DATA EXTRACTS:
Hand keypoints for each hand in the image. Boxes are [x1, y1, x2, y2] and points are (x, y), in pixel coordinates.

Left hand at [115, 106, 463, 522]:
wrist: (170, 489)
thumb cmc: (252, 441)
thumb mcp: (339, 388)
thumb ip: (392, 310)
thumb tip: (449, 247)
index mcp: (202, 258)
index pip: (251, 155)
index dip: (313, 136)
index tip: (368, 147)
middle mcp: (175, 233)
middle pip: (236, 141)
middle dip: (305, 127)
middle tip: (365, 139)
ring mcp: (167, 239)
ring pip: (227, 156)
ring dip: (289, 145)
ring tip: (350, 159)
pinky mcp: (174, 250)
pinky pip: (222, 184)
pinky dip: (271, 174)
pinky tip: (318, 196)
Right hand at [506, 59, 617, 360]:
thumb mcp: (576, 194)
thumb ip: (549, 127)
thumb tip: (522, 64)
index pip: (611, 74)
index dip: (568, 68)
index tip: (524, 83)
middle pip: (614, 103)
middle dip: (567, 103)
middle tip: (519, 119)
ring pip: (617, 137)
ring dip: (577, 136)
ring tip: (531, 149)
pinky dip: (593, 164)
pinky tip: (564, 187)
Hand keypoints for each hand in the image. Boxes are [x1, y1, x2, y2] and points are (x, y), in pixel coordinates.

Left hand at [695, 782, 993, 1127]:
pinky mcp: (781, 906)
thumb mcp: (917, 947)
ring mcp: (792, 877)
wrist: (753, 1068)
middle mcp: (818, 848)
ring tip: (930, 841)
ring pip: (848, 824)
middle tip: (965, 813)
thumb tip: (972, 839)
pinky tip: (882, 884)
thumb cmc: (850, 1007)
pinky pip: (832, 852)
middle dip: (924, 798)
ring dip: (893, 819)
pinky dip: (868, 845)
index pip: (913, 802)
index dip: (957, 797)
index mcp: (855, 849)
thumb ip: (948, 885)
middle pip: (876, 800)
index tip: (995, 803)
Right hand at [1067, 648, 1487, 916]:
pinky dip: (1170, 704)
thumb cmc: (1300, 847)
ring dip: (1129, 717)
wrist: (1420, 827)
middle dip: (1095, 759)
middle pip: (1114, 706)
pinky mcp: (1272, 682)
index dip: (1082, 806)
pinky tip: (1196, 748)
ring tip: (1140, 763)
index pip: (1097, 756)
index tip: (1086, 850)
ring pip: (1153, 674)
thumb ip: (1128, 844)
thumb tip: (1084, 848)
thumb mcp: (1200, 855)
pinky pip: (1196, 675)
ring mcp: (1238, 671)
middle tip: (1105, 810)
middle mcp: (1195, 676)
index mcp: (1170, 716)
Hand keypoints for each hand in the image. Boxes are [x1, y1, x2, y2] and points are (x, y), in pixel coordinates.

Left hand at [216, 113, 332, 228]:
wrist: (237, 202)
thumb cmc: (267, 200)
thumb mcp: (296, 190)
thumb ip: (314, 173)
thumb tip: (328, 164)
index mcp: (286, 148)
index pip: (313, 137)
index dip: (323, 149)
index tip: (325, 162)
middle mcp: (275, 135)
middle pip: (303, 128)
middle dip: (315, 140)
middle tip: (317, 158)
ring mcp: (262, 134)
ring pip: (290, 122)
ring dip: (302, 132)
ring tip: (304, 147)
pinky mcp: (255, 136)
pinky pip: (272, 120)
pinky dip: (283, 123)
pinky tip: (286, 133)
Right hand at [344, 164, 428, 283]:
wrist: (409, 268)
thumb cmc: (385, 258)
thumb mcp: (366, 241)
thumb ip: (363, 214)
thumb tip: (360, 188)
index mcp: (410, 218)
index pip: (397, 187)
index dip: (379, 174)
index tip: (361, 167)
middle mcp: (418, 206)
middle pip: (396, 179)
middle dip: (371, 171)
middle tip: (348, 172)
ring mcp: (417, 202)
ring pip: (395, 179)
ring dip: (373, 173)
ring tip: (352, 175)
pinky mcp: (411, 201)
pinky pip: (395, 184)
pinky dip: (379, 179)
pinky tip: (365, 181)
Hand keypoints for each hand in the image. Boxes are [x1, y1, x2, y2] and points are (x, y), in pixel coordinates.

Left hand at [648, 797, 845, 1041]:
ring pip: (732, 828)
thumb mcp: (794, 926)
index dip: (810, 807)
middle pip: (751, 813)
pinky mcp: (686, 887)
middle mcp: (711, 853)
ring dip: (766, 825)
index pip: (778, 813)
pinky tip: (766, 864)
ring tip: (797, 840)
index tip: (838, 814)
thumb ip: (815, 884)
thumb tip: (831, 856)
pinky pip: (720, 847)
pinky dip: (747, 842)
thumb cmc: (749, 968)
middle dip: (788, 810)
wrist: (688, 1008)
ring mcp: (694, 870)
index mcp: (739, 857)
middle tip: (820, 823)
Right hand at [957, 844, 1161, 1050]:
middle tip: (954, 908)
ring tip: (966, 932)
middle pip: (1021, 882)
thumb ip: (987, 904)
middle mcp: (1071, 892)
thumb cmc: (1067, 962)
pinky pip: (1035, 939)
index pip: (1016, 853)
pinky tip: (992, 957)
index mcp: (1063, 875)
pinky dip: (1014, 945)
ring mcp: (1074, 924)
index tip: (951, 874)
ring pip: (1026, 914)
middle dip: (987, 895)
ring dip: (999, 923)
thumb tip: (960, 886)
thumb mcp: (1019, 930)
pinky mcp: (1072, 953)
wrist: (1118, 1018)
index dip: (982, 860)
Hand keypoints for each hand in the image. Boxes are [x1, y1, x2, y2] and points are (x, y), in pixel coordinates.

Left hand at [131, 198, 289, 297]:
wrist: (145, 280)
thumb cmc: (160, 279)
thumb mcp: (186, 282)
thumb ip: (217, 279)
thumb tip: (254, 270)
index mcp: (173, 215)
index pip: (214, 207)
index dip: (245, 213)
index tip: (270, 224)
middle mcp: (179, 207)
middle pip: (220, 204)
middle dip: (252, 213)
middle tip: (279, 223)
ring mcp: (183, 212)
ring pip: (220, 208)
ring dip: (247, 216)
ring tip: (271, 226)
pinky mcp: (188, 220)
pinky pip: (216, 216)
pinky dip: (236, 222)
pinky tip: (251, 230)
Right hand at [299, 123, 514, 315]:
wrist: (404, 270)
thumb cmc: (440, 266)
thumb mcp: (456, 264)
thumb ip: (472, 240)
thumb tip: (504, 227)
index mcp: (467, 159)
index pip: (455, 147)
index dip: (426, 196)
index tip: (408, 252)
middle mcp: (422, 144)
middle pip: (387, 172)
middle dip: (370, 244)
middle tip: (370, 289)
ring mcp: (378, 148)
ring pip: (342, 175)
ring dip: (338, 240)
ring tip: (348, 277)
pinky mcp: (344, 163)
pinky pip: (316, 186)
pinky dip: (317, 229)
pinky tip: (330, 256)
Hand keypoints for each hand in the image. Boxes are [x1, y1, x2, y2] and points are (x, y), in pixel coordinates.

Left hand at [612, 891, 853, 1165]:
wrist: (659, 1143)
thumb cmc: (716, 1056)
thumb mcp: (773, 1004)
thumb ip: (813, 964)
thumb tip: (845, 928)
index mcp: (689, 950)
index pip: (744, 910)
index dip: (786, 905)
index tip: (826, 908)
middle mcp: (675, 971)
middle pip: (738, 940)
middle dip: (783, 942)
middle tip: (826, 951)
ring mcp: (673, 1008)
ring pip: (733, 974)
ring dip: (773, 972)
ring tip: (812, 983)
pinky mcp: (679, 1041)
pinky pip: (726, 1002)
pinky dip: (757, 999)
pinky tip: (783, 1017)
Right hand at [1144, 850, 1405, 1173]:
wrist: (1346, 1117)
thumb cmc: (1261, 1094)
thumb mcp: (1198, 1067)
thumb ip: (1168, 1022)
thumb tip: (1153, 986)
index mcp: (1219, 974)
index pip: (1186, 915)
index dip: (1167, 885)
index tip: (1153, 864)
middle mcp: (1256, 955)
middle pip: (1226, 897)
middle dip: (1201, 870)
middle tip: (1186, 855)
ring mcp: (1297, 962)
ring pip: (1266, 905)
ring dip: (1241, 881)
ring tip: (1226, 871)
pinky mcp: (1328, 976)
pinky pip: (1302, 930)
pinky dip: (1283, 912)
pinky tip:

YOUR OBJECTIVE:
Read through the entries, then copy every line where the string "Right" is found.

ANSWER SPACE:
Right hand at [506, 59, 617, 360]:
Right hand at [1067, 648, 1487, 916]:
Right hand at [344, 164, 428, 283]:
Right hand at [957, 844, 1161, 1050]:
Right hand at [299, 123, 514, 315]:
Right hand at [1144, 850, 1405, 1173]:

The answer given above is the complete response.